Question

A laser Raman spectrometer operating at 532 nm is used to record the vibrational spectrum of \( \text{Cl}_2 \) having its fundamental vibration at 560 cm\(^{-1}\). The Stokes line corresponding to this vibration will be observed at \(\underline{\hspace{2cm}}\) cm\(^{-1}\).

Hint:

The Stokes line in Raman spectroscopy corresponds to a shift to a lower frequency due to the absorption of energy by the molecule.

Answer 1

Correct Answer: 18225

The Stokes shift in Raman spectroscopy corresponds to a decrease in energy due to the interaction with the sample.
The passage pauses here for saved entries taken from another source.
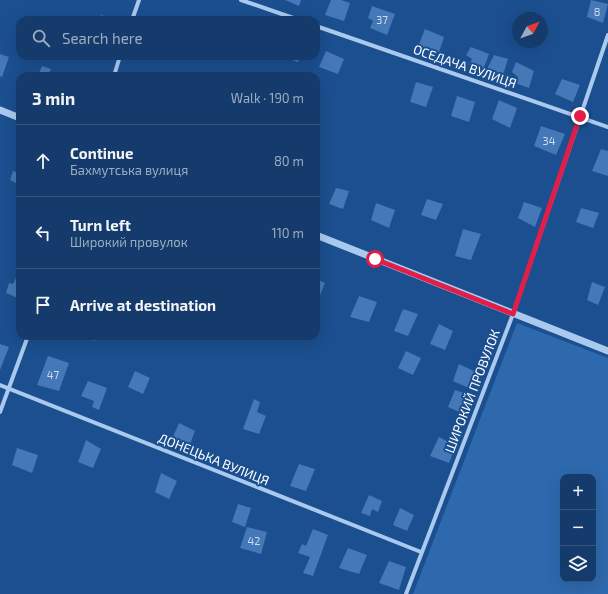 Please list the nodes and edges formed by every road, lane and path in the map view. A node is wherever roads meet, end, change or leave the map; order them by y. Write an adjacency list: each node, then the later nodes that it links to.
1 (139, 0): 3 (street)
2 (241, 0): 4 (street)
3 (133, 16)
4 (287, 16)
5 (320, 27): 11 (street, ОСЕДАЧА ВУЛИЦЯ)
6 (608, 35): 11 (street, ШИРОКИЙ ПРОВУЛОК)
7 (119, 60): 8 (street)
8 (115, 72)
9 (0, 110): 10 (street)
10 (16, 116)
11 (580, 116): 12 (street, ОСЕДАЧА ВУЛИЦЯ); 14 (street, ШИРОКИЙ ПРОВУЛОК)
12 (608, 126)
13 (320, 237): 14 (street)
14 (513, 314): 16 (street); 20 (street, ШИРОКИЙ ПРОВУЛОК)
15 (27, 340): 18 (street)
16 (608, 351)
17 (0, 385): 18 (street, ДОНЕЦЬКА ВУЛИЦЯ)
18 (9, 388): 19 (street); 20 (street, ДОНЕЦЬКА ВУЛИЦЯ)
19 (0, 412)
20 (421, 552): 21 (street, ШИРОКИЙ ПРОВУЛОК)
21 (406, 594) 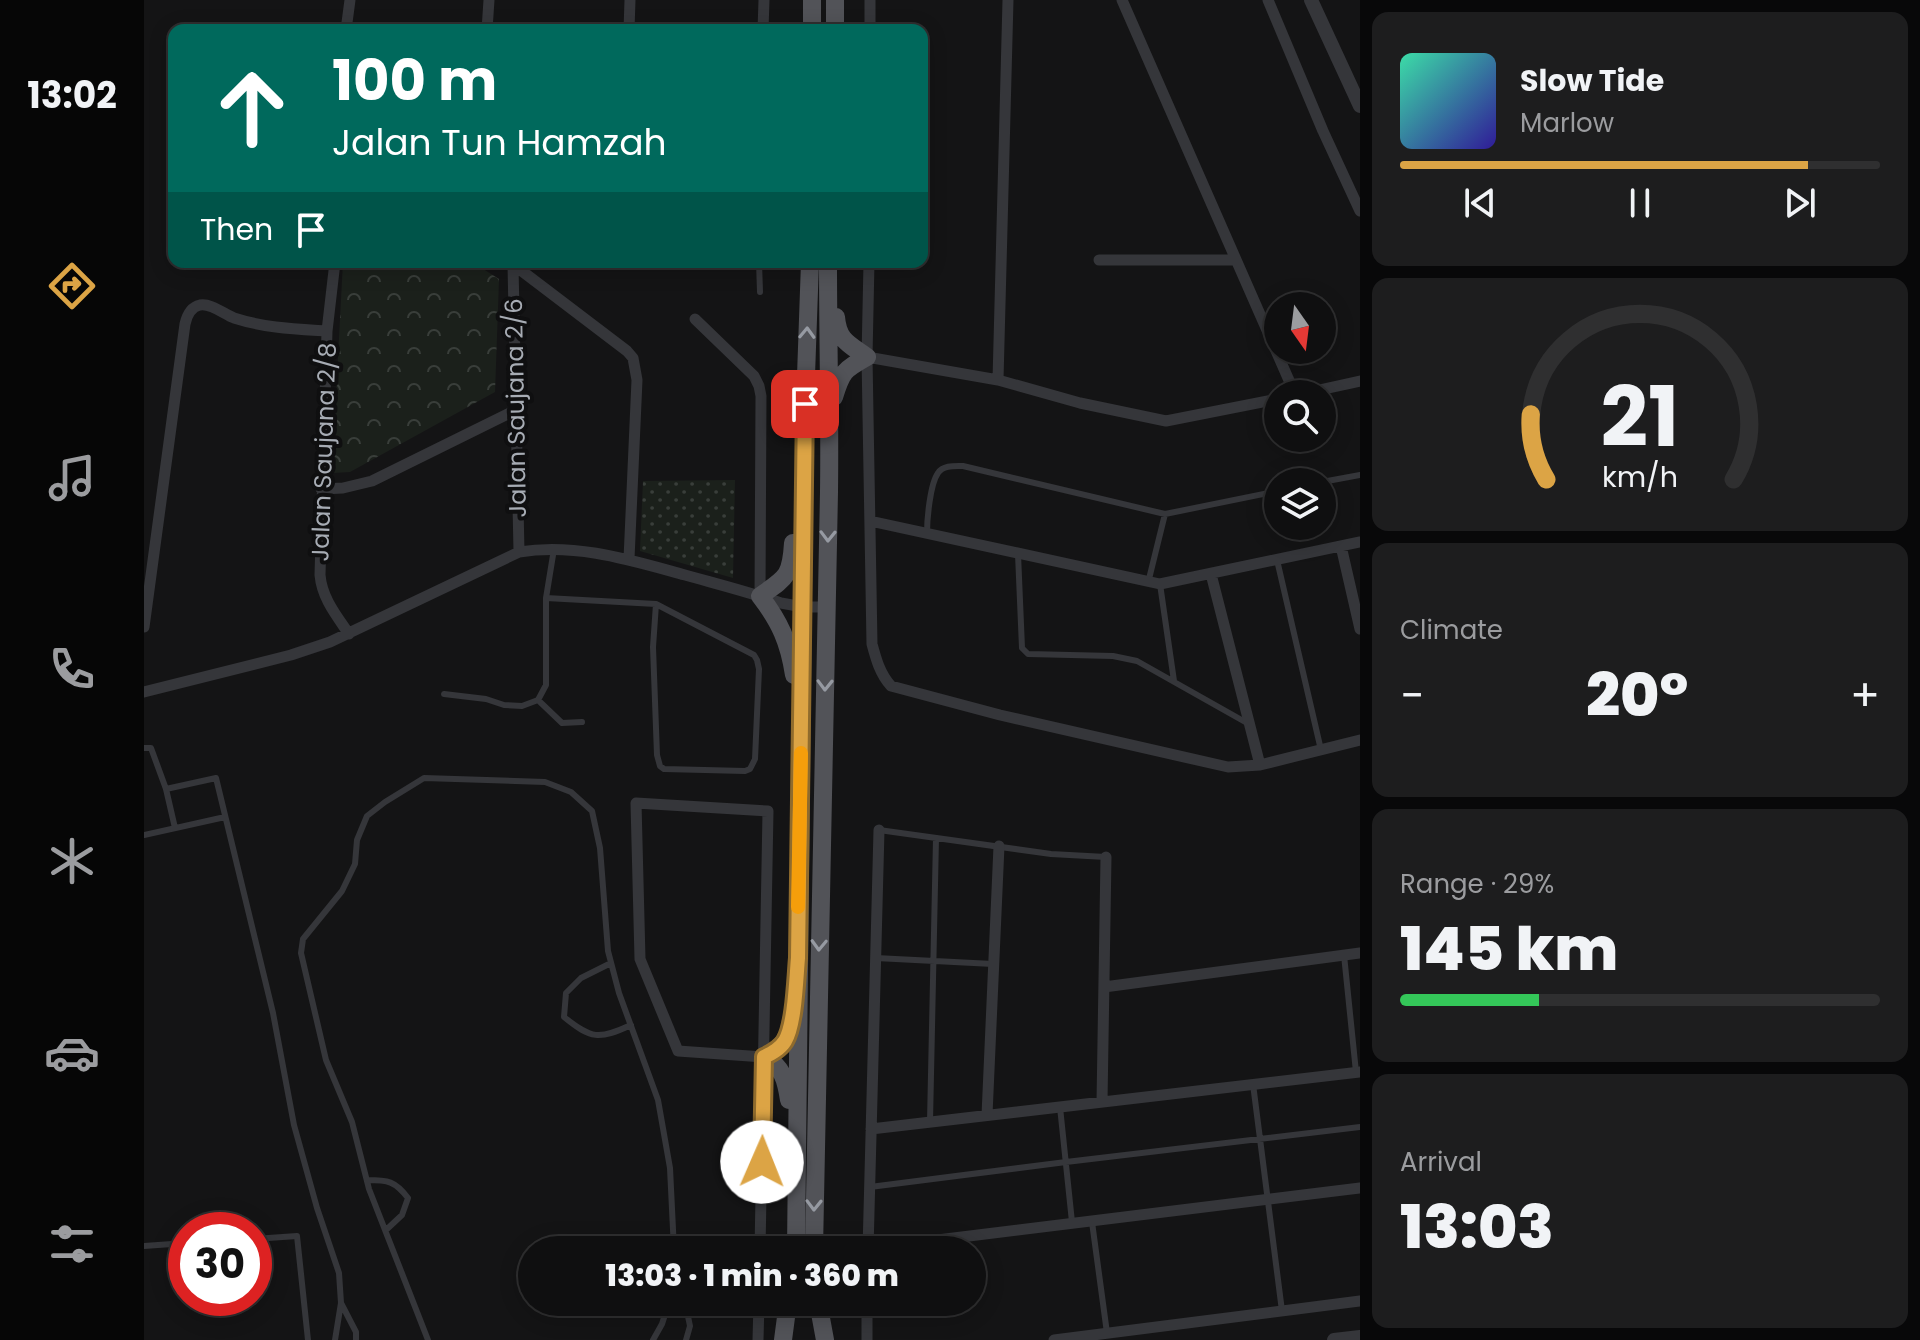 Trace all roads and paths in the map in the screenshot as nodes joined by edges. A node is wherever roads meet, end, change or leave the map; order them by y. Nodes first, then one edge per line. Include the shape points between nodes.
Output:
1 (350, 0) edge
2 (489, 0) edge
3 (630, 0) edge
4 (764, 0) edge
5 (812, 0) edge
6 (835, 0) edge
7 (870, 0) edge
8 (1008, 0) edge
9 (1122, 0) edge
10 (1268, 0) edge
11 (1311, 0) edge
12 (347, 24) edge
13 (487, 24) edge
14 (629, 24) edge
15 (763, 24) edge
16 (812, 24) edge
17 (835, 24) edge
18 (870, 24) edge
19 (1360, 106) edge
20 (1360, 211) edge
21 (1099, 260) dead end
22 (1235, 260) junction
23 (334, 268) edge
24 (512, 268) edge
25 (519, 268) edge
26 (759, 268) edge
27 (810, 268) edge
28 (828, 268) edge
29 (835, 268) edge
30 (869, 268) edge
31 (760, 292) dead end
32 (695, 319) dead end
33 (327, 331) junction
34 (867, 357) junction
35 (998, 380) junction
36 (1291, 380) edge
37 (1360, 381) edge
38 (1336, 386) edge
39 (1264, 402) edge
40 (516, 410) junction
41 (805, 429) junction
42 (1360, 475) edge
43 (1336, 479) edge
44 (321, 489) junction
45 (829, 490) junction
46 (1264, 494) edge
47 (1165, 514) junction
48 (870, 521) junction
49 (927, 533) junction
50 (1360, 542) edge
51 (1341, 546) junction
52 (554, 549) junction
53 (519, 552) junction
54 (1018, 554) junction
55 (629, 559) junction
56 (1277, 560) junction
57 (1211, 574) junction
58 (1154, 584) junction
59 (760, 596) junction
60 (546, 598) junction
61 (656, 604) junction
62 (803, 607) junction
63 (827, 607) junction
64 (144, 627) edge
65 (1360, 629) edge
66 (349, 634) junction
67 (1174, 681) junction
68 (144, 692) edge
69 (444, 694) dead end
70 (538, 700) junction
71 (582, 722) dead end
72 (1250, 725) junction
73 (1360, 740) edge
74 (144, 748) edge
75 (1321, 750) junction
76 (1260, 765) junction
77 (800, 780) junction
78 (166, 789) junction
79 (225, 817) junction
80 (175, 828) junction
81 (879, 830) joint
82 (144, 835) edge
83 (936, 838) junction
84 (999, 846) junction
85 (1106, 857) joint
86 (1360, 953) edge
87 (1344, 955) junction
88 (798, 958) junction
89 (876, 958) junction
90 (933, 961) junction
91 (611, 963) junction
92 (993, 964) junction
93 (1104, 987) junction
94 (631, 1025) junction
95 (764, 1057) junction
96 (1358, 1072) edge
97 (1253, 1084) junction
98 (1102, 1102) junction
99 (1060, 1107) junction
100 (987, 1115) junction
101 (930, 1122) junction
102 (1360, 1127) edge
103 (871, 1129) junction
104 (1260, 1140) junction
105 (797, 1150) junction
106 (1066, 1162) junction
107 (367, 1180) junction
108 (870, 1187) junction
109 (1360, 1188) edge
110 (1268, 1200) junction
111 (1092, 1221) junction
112 (1072, 1224) junction
113 (386, 1230) junction
114 (673, 1236) edge
115 (760, 1236) edge
116 (795, 1236) edge
117 (814, 1236) edge
118 (865, 1236) edge
119 (976, 1236) edge
120 (272, 1238) edge
121 (168, 1244) edge
122 (144, 1246) edge
123 (1360, 1301) edge
124 (341, 1303) junction
125 (1282, 1311) junction
126 (665, 1316) edge
127 (688, 1316) edge
128 (759, 1316) edge
129 (786, 1316) edge
130 (795, 1316) edge
131 (815, 1316) edge
132 (819, 1316) edge
133 (867, 1316) edge
134 (1107, 1333) junction
135 (1360, 1337) edge
136 (308, 1340) edge
137 (335, 1340) edge
138 (356, 1340) edge
139 (428, 1340) edge
140 (653, 1340) edge
141 (686, 1340) edge
142 (758, 1340) edge
143 (783, 1340) edge
144 (794, 1340) edge
145 (813, 1340) edge
146 (825, 1340) edge
147 (867, 1340) edge
148 (1054, 1340) edge
149 (1334, 1340) edge

1 - 12 street
2 - 13 street
3 - 14 street
4 - 15 street
5 - 16 main road
6 - 17 main road
7 - 18 street
8 - 35 street
9 - 22 street
10 - 20 street
11 - 19 street
21 - 22 street
22 - 36 street
23 - 33 street, Jalan Saujana 2/8
24 - 40 street, Jalan Saujana 2/6
25 - 55 street via 633,358 637,380
26 - 31 lane
41 -> 27 main road
28 - 45 main road
29 - 34 main road via 838,334
30 - 34 street
32 - 59 street via 759,386
33 - 44 street, Jalan Saujana 2/8
33 - 64 street via 264,326 203,304 190,310
34 - 35 street
34 - 45 main road via 841,376 834,399
34 - 48 street
35 - 39 street via 1166,421
37 - 38 street
40 - 44 street via 372,481
40 - 53 street, Jalan Saujana 2/6
41 - 59 main road via 792,564 788,574
41 - 62 main road
42 - 43 lane
44 - 66 street, Jalan Saujana 2/8 via 321,587
45 -> 63 main road
46 - 47 lane
47 - 49 lane via 953,466 938,473
47 - 58 lane
48 - 49 street
48 - 76 street via 872,644 891,686 1228,767
49 - 54 street
50 - 51 street
51 - 56 street
51 - 65 street
52 - 53 street
52 - 55 street
52 - 60 lane
53 - 66 street
54 - 58 street
54 - 67 lane via 1024,652 1126,658
55 - 59 street
56 - 57 street
56 - 75 lane
57 - 58 street
57 - 72 street
58 - 67 lane
59 - 62 street
59 - 77 main road via 777,618 792,658
60 - 61 lane
60 - 70 lane via 546,685
61 - 61 lane via 757,660 755,759 750,769 660,766 653,647
62 - 63 street
62 - 77 main road
63 -> 117 main road
66 - 68 street via 310,650
67 - 72 lane
69 - 70 lane via 504,705
70 - 71 lane via 562,723
72 - 76 street
73 - 75 street
74 - 78 lane via 151,748
75 - 76 street
77 - 88 main road
78 - 79 lane via 216,778
78 - 80 lane
79 - 80 lane
79 - 124 lane via 294,1125 339,1273
80 - 82 lane
81 - 83 lane
81 - 89 street
83 - 84 lane
83 - 90 lane
84 - 85 lane
84 - 92 street
85 - 93 street
86 - 87 street
87 - 93 street
87 - 96 lane
88 - 95 main road via 790,1029 784,1044
88 - 105 main road
89 - 90 lane
89 - 103 street
90 - 92 lane
90 - 101 lane
91 - 94 lane
91 - 94 lane via 581,978 566,993 564,1017 583,1033 595,1035 610,1035
91 - 107 lane via 592,811 571,792 545,782 424,778 367,816 349,877 303,939 301,953 326,1060 352,1122
92 - 100 street
93 - 98 street
94 - 114 lane via 658,1100 670,1168
95 - 95 street via 768,811 636,803 640,959 678,1051
95 - 105 main road via 785,1078
95 - 115 street
96 - 97 street
97 - 98 street
97 - 104 lane
98 - 99 street
99 - 100 street
99 - 106 lane
100 - 101 street
101 - 103 street
102 - 104 lane
103 - 108 street
104 - 106 lane
104 - 110 lane
105 - 116 main road
106 - 108 lane
106 - 112 lane
107 - 113 lane
107 - 113 lane via 397,1184 408,1198 402,1215
108 - 118 street
109 - 110 street
110 - 111 street
110 - 125 lane
111 - 112 street
111 - 134 lane
112 - 119 street
113 - 139 lane
120 - 136 lane via 297,1236
121 - 122 lane
123 - 125 street
124 - 137 lane
124 - 138 lane
125 - 134 street
126 - 140 lane
127 - 141 lane
128 - 142 street
129 - 143 main road
130 - 144 main road
131 - 145 main road
132 - 146 main road
133 - 147 street
134 - 148 street
135 - 149 street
The Stokes line is observed at a frequency \( \nu_{\text{Stokes}} \) given by:
\[ \nu_{\text{Stokes}} = \nu_{\text{vibration}} - \frac{c}{\lambda}. \] where \( \lambda = 532 \, \text{nm} \) is the laser wavelength. Converting the wavelength to cm:
\[ \lambda = 532 \times 10^{-7} \, \text{cm}. \] The shift in frequency is:
\[ \frac{c}{\lambda} = \frac{3.0 \times 10^8}{532 \times 10^{-9}} = 5.64 \times 10^{13} \, \text{Hz}. \] The corresponding frequency shift is \( 5.64 \times 10^{13} \, \text{Hz} \), which corresponds to the Stokes line. Thus, the frequency observed is:
\[ \nu_{\text{Stokes}} = 560 - 5.64 \times 10^{-2} \, \text{cm}^{-1} \approx 554 \, \text{cm}^{-1}. \] Thus, the Stokes line will be observed at \( 554 \, \text{cm}^{-1} \).